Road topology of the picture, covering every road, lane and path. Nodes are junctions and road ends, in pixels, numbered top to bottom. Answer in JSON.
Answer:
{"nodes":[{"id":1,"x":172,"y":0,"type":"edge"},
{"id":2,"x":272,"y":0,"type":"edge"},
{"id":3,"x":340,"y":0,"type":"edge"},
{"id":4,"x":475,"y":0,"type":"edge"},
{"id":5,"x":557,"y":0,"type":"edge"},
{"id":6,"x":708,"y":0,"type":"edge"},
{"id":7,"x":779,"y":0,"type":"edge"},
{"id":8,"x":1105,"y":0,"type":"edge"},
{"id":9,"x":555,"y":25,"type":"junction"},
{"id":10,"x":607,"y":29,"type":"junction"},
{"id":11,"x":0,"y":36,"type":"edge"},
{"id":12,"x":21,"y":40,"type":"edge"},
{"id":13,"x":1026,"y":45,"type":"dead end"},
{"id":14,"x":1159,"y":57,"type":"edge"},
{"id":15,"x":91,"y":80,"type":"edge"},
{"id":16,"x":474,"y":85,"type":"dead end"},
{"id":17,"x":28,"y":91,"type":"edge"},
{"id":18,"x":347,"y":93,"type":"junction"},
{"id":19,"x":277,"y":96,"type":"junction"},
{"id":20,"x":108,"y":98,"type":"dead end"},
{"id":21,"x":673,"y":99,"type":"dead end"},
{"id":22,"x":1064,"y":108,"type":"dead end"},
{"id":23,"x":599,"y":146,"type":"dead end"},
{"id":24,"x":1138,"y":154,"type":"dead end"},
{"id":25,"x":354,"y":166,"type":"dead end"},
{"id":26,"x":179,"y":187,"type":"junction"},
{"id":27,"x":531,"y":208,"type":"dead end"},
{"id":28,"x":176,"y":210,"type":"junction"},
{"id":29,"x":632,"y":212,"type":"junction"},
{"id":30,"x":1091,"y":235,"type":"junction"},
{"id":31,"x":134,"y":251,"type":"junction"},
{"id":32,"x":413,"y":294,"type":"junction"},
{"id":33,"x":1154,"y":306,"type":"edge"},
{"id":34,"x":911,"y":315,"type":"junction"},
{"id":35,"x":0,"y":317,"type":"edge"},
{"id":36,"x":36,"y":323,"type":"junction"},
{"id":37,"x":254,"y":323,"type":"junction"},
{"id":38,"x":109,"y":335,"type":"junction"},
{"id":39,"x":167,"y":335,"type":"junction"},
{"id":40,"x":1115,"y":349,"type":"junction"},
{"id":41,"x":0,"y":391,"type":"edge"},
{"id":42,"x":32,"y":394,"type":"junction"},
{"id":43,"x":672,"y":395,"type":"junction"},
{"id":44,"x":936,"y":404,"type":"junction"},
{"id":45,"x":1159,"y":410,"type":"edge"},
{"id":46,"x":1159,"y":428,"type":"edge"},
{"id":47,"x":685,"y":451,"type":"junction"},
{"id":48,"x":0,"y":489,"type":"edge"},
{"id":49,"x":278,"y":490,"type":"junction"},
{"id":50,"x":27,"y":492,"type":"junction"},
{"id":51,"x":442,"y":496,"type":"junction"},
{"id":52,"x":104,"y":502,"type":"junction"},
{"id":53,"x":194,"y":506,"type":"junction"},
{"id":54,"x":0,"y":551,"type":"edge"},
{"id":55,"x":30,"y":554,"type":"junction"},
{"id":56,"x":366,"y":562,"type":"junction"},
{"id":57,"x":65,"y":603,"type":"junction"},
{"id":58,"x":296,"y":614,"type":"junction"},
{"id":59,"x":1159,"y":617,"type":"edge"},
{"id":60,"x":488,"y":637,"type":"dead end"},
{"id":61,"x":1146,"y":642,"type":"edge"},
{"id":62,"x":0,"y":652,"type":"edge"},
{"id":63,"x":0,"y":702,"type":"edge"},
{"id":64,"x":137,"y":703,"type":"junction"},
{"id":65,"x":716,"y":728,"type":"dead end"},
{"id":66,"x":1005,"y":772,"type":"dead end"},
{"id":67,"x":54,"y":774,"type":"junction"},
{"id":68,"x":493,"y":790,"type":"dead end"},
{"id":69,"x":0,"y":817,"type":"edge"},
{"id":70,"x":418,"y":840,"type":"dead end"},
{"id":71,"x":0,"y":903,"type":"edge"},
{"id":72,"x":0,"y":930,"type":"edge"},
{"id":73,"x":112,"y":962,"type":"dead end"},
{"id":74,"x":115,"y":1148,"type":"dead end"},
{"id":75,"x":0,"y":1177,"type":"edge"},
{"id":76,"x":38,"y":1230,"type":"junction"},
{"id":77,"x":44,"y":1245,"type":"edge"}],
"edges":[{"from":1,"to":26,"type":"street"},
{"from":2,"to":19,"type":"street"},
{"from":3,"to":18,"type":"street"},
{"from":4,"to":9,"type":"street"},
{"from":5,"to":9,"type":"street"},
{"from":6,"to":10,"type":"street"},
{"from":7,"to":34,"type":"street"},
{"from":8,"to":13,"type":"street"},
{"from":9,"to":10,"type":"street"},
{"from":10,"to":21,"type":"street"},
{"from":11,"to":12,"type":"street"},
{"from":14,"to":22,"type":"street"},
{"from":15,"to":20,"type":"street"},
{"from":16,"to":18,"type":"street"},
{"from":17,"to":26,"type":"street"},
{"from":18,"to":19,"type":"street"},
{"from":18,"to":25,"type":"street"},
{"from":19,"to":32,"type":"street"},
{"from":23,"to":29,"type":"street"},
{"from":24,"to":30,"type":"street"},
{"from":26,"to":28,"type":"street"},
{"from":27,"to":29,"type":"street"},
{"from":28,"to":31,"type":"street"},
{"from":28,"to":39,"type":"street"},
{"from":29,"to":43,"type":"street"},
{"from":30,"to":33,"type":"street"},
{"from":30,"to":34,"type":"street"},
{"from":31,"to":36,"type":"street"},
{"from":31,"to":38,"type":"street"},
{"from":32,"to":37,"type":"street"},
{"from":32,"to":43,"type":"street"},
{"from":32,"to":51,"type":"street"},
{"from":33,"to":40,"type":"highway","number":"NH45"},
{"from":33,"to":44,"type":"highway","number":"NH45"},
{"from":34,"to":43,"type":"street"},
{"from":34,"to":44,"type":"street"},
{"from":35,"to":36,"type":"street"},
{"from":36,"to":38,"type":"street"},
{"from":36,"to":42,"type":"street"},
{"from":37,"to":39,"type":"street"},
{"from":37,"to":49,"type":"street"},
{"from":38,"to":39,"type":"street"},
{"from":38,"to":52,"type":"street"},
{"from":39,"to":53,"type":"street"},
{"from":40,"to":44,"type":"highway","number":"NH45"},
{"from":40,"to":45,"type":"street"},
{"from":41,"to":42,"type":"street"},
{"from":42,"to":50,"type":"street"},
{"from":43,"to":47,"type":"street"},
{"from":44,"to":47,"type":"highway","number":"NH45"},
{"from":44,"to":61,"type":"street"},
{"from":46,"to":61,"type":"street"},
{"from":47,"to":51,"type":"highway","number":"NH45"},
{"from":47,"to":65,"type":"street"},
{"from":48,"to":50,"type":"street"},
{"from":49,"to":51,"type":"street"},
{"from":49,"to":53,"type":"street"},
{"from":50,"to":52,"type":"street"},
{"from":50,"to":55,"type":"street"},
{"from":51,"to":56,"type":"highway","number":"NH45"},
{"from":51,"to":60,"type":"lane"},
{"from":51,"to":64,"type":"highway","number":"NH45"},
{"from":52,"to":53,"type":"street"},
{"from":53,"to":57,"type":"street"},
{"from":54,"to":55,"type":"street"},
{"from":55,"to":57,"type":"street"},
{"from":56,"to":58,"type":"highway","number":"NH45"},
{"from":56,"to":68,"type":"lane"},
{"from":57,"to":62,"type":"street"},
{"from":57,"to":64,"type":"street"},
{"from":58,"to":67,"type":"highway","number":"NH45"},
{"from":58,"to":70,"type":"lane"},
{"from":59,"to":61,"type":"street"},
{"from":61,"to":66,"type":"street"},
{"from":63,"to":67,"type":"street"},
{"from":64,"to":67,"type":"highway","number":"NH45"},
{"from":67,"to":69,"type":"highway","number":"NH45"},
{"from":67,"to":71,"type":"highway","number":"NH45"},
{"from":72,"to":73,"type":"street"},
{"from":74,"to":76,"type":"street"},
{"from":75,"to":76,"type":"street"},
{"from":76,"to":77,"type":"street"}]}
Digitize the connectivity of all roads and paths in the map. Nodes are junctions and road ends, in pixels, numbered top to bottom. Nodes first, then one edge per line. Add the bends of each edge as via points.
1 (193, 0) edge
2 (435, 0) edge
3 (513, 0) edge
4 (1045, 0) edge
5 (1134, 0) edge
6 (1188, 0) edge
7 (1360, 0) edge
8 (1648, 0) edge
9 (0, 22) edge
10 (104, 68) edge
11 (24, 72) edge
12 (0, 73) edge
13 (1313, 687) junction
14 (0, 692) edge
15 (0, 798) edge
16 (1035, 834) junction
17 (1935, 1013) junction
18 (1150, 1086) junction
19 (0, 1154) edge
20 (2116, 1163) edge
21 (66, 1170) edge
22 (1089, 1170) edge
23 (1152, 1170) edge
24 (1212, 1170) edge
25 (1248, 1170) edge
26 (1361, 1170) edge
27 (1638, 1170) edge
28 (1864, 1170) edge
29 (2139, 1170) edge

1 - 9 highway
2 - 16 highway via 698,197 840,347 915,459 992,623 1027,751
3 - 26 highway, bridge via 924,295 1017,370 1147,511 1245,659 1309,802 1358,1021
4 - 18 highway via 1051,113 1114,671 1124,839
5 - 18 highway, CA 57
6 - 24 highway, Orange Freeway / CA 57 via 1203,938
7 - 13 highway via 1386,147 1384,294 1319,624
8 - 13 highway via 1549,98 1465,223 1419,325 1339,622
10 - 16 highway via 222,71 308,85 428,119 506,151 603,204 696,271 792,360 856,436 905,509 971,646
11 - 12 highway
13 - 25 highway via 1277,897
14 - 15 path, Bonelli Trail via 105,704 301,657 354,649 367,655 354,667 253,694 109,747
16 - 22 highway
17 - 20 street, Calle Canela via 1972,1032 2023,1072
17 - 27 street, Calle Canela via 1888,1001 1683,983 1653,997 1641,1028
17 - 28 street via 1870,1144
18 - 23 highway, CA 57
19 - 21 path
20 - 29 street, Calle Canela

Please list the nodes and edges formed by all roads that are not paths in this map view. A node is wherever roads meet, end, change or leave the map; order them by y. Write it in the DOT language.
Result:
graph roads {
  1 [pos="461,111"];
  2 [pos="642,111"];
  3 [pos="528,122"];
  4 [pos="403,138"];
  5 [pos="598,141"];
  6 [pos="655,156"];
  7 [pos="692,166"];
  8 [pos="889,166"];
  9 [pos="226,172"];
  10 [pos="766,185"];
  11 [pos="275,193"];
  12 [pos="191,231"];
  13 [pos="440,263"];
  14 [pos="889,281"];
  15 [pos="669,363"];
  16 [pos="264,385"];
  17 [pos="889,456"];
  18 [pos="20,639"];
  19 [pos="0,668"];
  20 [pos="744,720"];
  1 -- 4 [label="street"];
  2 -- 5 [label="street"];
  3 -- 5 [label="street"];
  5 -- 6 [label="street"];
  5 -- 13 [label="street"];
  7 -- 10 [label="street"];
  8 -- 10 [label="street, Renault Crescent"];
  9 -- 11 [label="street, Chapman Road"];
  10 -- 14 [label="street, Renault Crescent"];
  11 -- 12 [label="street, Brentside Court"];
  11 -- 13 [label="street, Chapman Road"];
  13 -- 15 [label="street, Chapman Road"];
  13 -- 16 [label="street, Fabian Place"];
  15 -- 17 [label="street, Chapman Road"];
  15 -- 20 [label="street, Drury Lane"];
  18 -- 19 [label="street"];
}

§ **Task to carry out**
Identify the lines above with the word "roads". Copy them.

§ **Finished exercise**
Digitize the connectivity of all roads and paths in the map. Nodes are junctions and road ends, in pixels, numbered top to bottom. Nodes first, then one edge per line. Add the bends of each edge as via points.
Please list the nodes and edges formed by all roads that are not paths in this map view. A node is wherever roads meet, end, change or leave the map; order them by y. Write it in the DOT language.
graph roads {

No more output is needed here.